» **Data provided**:
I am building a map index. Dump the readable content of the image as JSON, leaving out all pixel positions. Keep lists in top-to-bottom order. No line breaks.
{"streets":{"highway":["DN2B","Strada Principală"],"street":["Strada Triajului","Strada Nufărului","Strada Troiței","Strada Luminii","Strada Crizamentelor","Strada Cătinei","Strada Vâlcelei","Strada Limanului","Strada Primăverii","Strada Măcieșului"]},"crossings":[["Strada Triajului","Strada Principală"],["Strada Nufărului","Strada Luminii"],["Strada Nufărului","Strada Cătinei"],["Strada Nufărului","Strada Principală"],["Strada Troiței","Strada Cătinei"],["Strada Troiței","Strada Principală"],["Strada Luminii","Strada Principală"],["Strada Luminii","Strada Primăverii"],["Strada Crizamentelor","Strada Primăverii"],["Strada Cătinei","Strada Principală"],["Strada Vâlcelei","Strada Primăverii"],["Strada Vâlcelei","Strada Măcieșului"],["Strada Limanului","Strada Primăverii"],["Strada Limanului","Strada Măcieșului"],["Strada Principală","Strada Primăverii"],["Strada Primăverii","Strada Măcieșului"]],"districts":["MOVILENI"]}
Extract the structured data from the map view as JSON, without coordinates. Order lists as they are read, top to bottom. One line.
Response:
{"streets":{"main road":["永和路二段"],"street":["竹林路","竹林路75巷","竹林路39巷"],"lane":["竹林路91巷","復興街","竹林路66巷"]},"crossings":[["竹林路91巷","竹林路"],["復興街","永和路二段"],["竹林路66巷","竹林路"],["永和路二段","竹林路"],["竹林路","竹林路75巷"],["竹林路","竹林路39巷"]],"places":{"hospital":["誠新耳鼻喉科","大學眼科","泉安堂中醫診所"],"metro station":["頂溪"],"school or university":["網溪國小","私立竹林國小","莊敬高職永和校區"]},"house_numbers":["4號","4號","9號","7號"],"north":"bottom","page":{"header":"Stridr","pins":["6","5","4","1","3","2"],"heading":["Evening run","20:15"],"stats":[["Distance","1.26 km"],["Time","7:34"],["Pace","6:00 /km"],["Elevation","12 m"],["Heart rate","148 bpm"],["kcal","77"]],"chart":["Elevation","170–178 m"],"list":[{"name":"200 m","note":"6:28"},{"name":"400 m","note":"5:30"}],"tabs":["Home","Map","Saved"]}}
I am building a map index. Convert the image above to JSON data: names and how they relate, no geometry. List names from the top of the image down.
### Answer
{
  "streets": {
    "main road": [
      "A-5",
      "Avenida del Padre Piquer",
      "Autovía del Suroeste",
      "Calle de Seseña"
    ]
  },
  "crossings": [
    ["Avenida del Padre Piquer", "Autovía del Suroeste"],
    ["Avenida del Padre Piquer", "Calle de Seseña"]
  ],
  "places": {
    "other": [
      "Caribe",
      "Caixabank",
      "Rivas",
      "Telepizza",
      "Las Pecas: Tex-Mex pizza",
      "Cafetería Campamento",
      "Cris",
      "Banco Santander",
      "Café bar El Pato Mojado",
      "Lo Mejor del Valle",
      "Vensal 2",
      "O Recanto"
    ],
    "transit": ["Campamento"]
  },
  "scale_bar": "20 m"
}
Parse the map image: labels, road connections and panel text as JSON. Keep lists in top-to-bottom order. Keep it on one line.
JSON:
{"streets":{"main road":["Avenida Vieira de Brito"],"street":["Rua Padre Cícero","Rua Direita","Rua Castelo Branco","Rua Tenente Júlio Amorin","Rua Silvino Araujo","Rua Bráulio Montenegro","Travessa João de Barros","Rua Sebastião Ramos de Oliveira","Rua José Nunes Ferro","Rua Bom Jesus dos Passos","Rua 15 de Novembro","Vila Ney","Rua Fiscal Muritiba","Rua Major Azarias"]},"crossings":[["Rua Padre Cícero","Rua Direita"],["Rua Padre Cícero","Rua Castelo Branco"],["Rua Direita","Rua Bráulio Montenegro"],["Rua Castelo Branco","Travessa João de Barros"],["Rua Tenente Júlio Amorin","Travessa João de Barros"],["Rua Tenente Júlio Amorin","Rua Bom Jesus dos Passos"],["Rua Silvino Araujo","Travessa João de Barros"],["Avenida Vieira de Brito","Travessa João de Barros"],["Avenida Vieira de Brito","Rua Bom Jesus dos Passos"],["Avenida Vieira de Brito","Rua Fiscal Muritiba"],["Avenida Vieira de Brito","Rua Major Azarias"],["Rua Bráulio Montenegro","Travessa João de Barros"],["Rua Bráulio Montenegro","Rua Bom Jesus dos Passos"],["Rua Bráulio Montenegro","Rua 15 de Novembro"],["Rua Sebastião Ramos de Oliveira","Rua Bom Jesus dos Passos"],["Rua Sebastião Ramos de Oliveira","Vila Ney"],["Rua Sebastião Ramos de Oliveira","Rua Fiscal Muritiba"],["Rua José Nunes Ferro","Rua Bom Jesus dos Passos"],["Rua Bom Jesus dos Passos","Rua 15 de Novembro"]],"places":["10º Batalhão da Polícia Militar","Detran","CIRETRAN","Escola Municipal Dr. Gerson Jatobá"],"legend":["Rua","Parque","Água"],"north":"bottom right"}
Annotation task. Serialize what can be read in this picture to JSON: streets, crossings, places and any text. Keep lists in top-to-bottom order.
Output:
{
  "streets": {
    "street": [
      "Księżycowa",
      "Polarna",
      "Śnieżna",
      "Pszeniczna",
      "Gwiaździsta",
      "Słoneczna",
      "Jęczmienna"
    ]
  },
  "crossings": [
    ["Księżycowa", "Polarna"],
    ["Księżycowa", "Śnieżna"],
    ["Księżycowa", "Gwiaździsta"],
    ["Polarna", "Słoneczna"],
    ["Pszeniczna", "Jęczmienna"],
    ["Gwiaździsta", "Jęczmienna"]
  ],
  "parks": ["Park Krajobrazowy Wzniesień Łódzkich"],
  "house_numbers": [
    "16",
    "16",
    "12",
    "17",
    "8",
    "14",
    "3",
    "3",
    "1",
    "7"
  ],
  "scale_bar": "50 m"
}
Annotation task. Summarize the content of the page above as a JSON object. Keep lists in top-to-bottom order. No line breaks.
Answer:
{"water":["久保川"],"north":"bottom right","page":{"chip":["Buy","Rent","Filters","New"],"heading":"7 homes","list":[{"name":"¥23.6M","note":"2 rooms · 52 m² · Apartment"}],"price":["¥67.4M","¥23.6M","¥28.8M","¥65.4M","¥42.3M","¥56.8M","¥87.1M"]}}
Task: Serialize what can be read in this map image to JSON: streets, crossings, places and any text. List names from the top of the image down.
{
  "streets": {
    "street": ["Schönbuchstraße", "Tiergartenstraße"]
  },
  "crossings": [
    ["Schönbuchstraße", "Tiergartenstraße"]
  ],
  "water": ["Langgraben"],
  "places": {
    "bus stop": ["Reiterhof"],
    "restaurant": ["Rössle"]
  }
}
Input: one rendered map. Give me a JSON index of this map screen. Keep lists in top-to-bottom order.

» **What the exercise asks**:
Go through the records and report each line that contains "above".

» **Output**:
I am building a map index. Convert the image above to JSON data: names and how they relate, no geometry. List names from the top of the image down.
Annotation task. Summarize the content of the page above as a JSON object. Keep lists in top-to-bottom order. No line breaks.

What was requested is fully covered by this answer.